++++ Records for processing

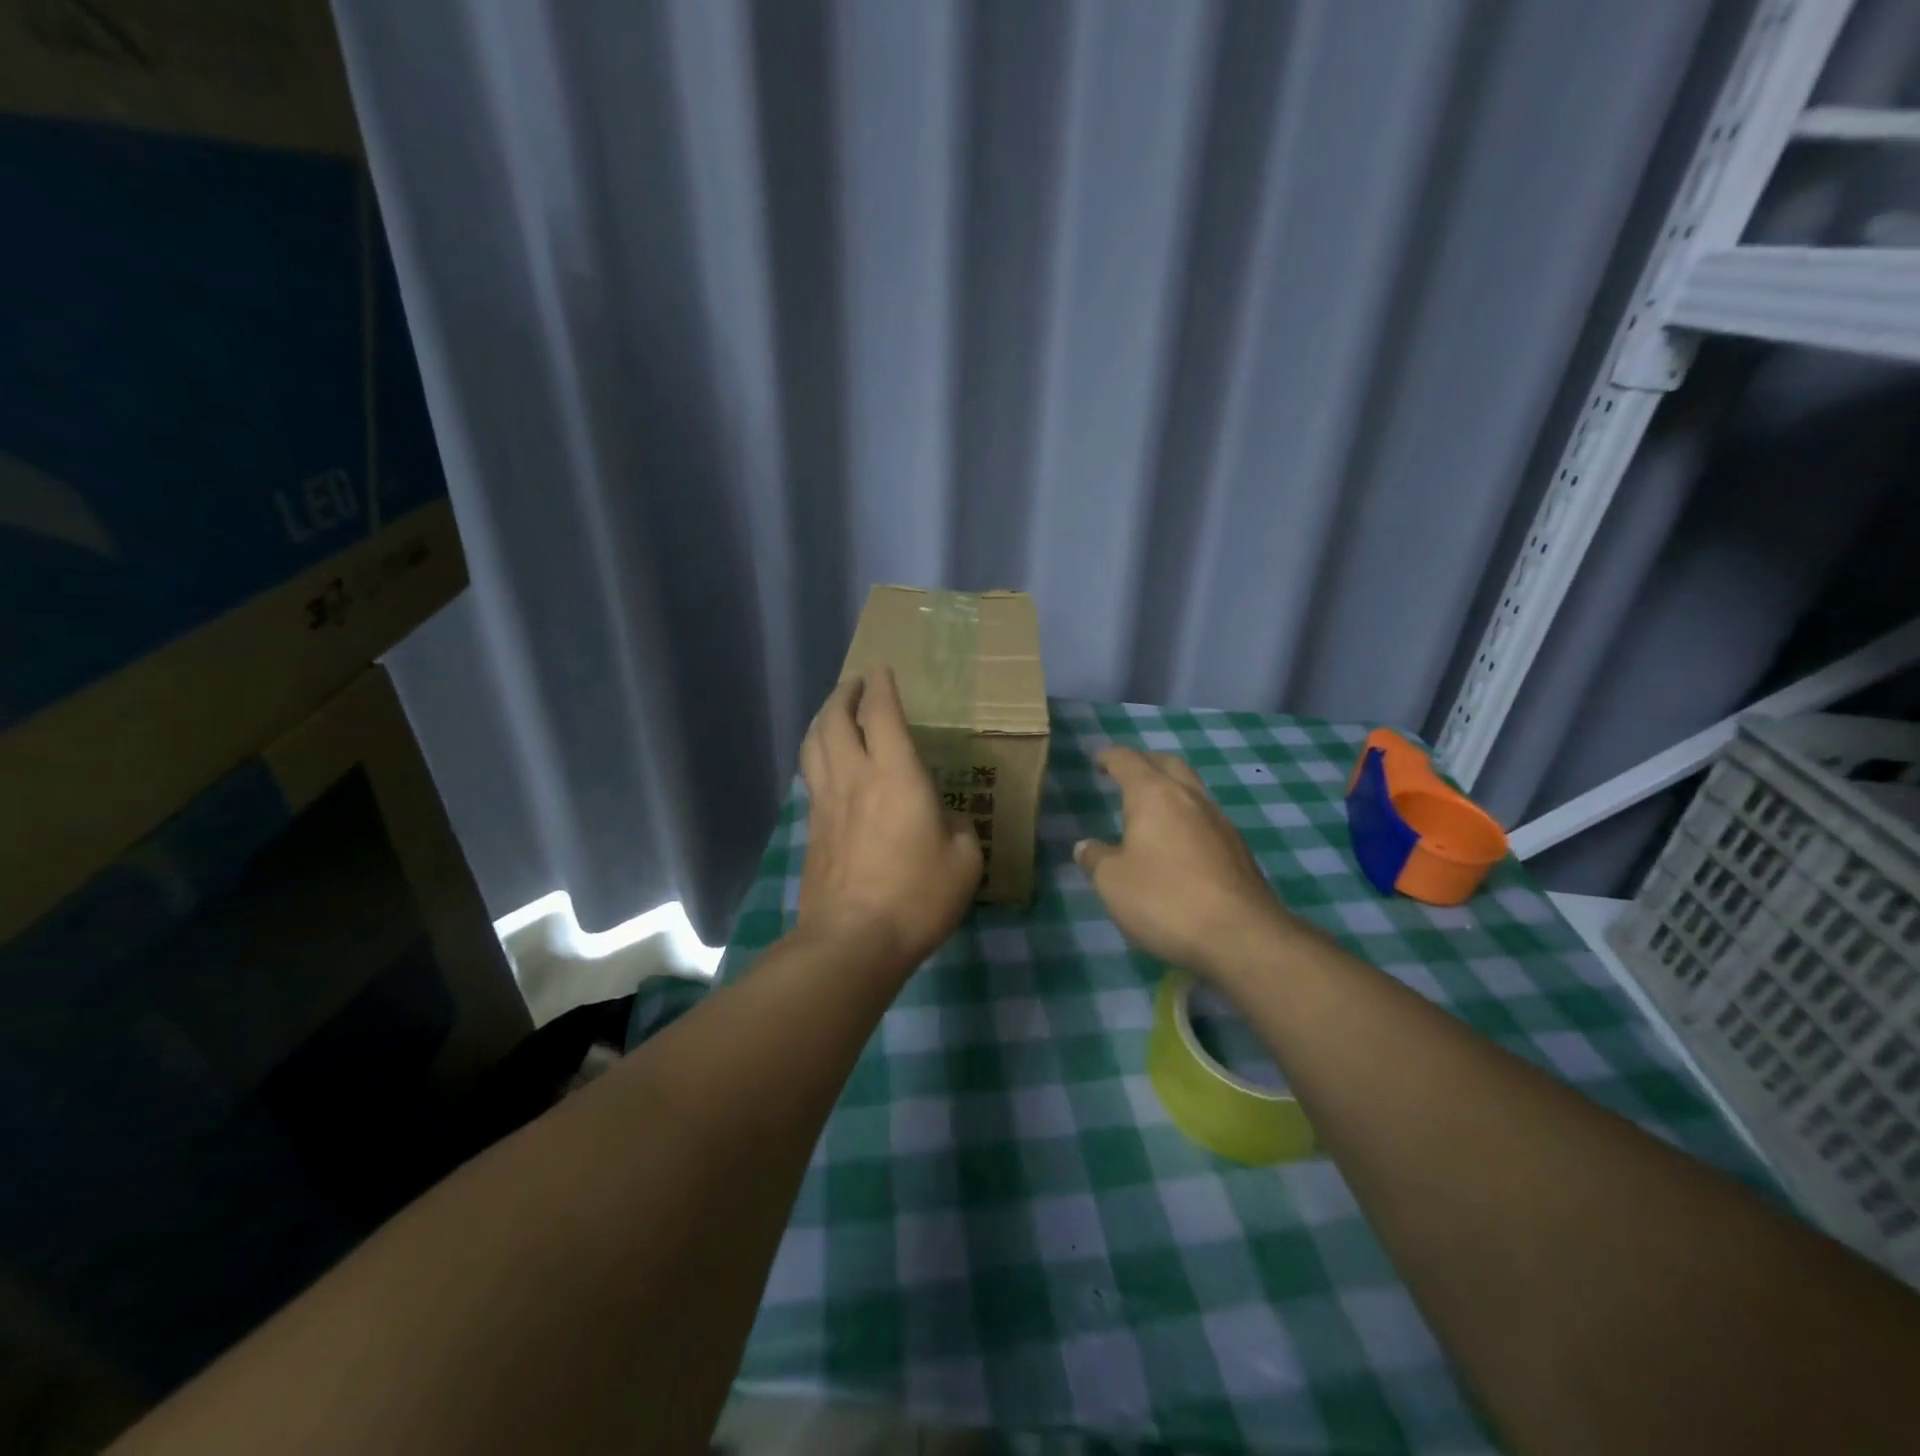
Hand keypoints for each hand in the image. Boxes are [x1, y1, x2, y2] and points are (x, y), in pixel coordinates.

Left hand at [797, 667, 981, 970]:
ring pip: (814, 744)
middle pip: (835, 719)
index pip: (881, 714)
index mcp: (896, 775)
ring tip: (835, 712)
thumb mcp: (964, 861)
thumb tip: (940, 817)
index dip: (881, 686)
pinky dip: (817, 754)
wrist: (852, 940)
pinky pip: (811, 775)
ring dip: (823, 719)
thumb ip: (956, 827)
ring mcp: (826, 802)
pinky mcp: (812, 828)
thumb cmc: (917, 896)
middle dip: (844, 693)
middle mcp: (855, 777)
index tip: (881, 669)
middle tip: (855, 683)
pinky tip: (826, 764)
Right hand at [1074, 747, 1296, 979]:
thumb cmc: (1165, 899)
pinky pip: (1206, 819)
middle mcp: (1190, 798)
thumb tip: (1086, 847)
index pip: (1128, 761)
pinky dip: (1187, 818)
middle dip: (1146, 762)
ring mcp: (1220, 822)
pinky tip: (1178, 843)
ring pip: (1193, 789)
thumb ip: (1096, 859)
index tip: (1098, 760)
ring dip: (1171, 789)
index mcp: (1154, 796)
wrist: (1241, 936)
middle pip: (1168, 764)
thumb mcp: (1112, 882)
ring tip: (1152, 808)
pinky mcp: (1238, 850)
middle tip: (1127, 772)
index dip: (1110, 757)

++++++++

§ **What needs to be done**
Every line above must appear in the answer unchanged, and no picture may appear in it.

§ **Expected answer**
Hand keypoints for each hand in the image. Boxes are [x1, y1, x2, y2] and points are (x, y), in pixel coordinates.

Left hand at [797, 667, 981, 970]:
ring pip: (814, 744)
middle pip: (835, 719)
index pip: (881, 714)
index mcp: (896, 775)
ring tip: (835, 712)
thumb mcp: (964, 861)
thumb tip: (940, 817)
index dip: (881, 686)
pinky dip: (817, 754)
wrist: (852, 940)
pinky pip: (811, 775)
ring dip: (823, 719)
thumb ip: (956, 827)
ring mcp: (826, 802)
pinky mcp: (812, 828)
thumb cmc: (917, 896)
middle dip: (844, 693)
middle mcp: (855, 777)
index tip: (881, 669)
middle tip: (855, 683)
pinky tip: (826, 764)
Right hand at [1074, 747, 1296, 979]:
thumb cmc: (1165, 899)
pinky pip: (1206, 819)
middle mcp: (1190, 798)
thumb tip: (1086, 847)
index pip: (1128, 761)
pinky dip: (1187, 818)
middle dip: (1146, 762)
ring mcp: (1220, 822)
pinky tip: (1178, 843)
ring pip: (1193, 789)
thumb ip: (1096, 859)
index tip: (1098, 760)
ring dip: (1171, 789)
index mcp: (1154, 796)
wrist: (1241, 936)
middle pip: (1168, 764)
thumb mcp: (1112, 882)
ring tip: (1152, 808)
pinky mcp: (1238, 850)
middle tip: (1127, 772)
index dip: (1110, 757)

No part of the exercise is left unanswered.